= Jules de Goede =

Dutch painter

Jules de Goede (20 May 1937 – 19 September 2007) was a Dutch abstract artist and art lecturer who spent most of his life in Australia and England.

==Early life==
De Goede was born in Rotterdam, the first of his parents' seven children. His father was a carpenter with French and Dutch ancestry; his mother was a teacher of German descent. In 1939, they moved to Wijchen, a village near Nijmegen to which de Goede's father was posted by the Dutch Army. They remained there through the occupation of the Netherlands by Nazi Germany.

At the age of 14, de Goede gained a diploma in decorative arts from the Nijmegen Technical College with distinction, and a place at the Arnhem Academy of Fine Arts (Academie voor Beeldende Kunsten en Kunstnijverheid), but was two years too young to start. In the meantime, he worked as a silkscreen printer. He studied at the academy when he reached 16, but continued to work in the evenings, taking up a job in a packaging design agency. He also studied for one year at Eindhoven School of Art.

==Move to Australia==
De Goede's mother died in 1956 after a long illness, and he joined his family in emigrating to Sydney, Australia. Leaving the Netherlands also enabled him to avoid being conscripted into the Dutch Army.

He continued to work in advertising in Australia, and also studied part-time at the Julian Ashton Art School and Desiderius Orban School of Art, and then at the Canberra School of Art (now part of the Australian National University). He exhibited more than 30 times, including three solo exhibitions. Meanwhile, he worked for the Australian News and Information Bureau, and the National Capital Development Commission in Canberra.

==Later career in the UK==
De Goede developed an interest in abstract art, and moved to London in 1965, taking a flat in Holborn and an art studio at the St Katharine Docks run by Bridget Riley and Peter Sedgley. After a property developer bought the dock, he moved to a large minimalist studio in a former Jewish school in Stepney Green, east London, alongside the studios of Michael Kenny and Bert Irvin. The space taken by de Goede was formerly occupied by sculptor Hubert Dalwood. De Goede was an early pioneer of opening his studio to the public. He joined the London Group in 1996, when he was also a finalist for the Jerwood Prize. He was a founder member of the Movement for a Socialist Future (later merged into A World to Win) in 1999.

De Goede also taught at Hornsey College of Art in north London (now part of Middlesex University) from 1972, later becoming a senior lecturer. He retired in 2003, returning to work as a full-time artist.
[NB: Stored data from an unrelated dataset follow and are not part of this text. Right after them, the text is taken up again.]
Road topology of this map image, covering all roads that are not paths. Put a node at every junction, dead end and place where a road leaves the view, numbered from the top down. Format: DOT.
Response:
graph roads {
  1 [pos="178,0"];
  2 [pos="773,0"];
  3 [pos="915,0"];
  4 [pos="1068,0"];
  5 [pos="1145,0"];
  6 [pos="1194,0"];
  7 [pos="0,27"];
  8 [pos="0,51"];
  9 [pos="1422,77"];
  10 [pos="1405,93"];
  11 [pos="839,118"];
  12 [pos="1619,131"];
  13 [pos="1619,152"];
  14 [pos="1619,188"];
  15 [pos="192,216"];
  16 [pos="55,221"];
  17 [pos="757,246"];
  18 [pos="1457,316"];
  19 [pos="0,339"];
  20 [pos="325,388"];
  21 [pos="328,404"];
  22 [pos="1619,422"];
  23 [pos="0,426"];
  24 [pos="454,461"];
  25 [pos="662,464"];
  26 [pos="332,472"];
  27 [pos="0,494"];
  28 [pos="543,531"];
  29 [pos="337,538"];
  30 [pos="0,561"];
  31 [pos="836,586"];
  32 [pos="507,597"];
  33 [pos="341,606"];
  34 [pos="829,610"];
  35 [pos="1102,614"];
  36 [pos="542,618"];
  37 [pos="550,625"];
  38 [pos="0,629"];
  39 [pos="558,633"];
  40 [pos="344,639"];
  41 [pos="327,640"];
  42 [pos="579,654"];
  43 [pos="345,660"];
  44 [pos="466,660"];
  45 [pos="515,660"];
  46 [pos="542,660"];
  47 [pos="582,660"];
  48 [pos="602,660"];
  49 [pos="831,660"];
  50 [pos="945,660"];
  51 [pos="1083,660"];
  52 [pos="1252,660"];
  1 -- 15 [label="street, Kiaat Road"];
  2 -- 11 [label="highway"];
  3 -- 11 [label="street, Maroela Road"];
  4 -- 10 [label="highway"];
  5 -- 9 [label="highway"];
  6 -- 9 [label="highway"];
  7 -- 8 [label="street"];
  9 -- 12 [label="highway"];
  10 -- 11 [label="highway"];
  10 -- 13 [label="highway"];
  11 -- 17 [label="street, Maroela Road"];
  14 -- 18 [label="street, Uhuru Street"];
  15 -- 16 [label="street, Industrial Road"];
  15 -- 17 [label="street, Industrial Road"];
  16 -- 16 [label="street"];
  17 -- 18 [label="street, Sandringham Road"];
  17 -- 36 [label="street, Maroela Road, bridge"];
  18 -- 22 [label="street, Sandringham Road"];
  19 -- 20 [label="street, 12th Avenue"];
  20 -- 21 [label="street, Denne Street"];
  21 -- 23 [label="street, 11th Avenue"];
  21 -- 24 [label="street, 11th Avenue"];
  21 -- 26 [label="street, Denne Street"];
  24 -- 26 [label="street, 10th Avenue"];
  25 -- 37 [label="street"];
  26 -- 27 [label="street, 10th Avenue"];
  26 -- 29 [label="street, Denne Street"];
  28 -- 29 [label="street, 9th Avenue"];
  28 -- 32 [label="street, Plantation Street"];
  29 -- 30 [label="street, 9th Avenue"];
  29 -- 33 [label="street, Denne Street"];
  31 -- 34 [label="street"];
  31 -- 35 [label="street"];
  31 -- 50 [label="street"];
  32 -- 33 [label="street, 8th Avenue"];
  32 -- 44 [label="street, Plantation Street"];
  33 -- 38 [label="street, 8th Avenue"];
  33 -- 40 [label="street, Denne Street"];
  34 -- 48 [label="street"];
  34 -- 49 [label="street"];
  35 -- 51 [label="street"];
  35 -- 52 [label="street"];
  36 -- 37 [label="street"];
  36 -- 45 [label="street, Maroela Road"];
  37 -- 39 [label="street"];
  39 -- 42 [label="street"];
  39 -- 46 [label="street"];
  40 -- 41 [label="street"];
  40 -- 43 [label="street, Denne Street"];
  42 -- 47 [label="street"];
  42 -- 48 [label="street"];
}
De Goede died from cancer in London in 2007. He never married.

==Works==
De Goede painted mostly abstract works, often large canvases confined to black and white lines and shapes, with visual paradoxes and illusions, but also smaller works: prints, drawings and sculptures. Describing his work, de Goede said, "A reflection of the world like it visually appears is not quite enough ... Abstraction should bring forth another kind of reality. I try to show what is invisible." He joined many exhibitions between 1967 and 2005, with solo exhibitions at the Grabowski Gallery and House Gallery, the Riverside Studios in Hammersmith, the OXO Gallery in South Kensington in 1982, and the Stephen Lawrence Gallery at Greenwich University in 2005. He was also selected by the Arts Council of Great Britain as one of five Dutch artists to exhibit at the Serpentine Gallery. His last exhibition, a solo exhibition entitled "Tracing the Black Hole", was held at the Angus Broadbent Gallery in Bayswater in June 2006, accompanying the publication of a book by Mel Gooding and Corinna Lotz documenting his life.